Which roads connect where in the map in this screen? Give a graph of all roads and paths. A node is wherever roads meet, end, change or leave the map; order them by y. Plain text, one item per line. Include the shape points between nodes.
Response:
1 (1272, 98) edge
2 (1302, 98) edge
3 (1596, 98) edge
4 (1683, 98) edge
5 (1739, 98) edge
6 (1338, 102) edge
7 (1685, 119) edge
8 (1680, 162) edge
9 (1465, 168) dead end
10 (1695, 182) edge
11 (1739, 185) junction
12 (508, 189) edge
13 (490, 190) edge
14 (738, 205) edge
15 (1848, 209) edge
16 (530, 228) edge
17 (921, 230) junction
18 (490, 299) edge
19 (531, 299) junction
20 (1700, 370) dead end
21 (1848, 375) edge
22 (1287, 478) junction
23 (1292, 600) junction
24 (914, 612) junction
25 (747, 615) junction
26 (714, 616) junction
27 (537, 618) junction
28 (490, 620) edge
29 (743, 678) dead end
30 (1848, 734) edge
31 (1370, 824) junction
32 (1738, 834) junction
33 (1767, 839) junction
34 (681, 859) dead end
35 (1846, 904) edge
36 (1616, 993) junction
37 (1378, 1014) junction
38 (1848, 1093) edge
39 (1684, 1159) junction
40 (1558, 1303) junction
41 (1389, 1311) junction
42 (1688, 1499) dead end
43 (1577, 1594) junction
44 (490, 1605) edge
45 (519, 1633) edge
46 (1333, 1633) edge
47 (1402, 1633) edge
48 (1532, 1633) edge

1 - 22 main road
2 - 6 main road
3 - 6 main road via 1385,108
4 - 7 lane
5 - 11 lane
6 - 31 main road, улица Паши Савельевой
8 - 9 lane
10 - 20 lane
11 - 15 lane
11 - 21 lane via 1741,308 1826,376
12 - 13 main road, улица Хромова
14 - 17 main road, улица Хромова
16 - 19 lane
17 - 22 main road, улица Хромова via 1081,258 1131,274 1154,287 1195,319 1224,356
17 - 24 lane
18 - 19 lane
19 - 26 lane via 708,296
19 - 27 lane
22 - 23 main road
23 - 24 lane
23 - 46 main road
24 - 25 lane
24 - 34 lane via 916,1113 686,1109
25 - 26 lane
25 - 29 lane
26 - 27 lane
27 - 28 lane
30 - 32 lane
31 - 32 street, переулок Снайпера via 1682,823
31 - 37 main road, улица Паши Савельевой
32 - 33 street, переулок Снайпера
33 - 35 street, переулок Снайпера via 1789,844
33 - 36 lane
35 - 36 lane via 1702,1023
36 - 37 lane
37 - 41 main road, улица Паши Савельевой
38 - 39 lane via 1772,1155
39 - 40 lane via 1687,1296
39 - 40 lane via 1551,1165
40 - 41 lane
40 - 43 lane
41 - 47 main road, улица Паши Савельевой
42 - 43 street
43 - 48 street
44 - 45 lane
◆ ◆ ◆ ◆ ◆
» Exercise
Report only the number of lines in the listing that contain the word "Хромова".

» Answer
3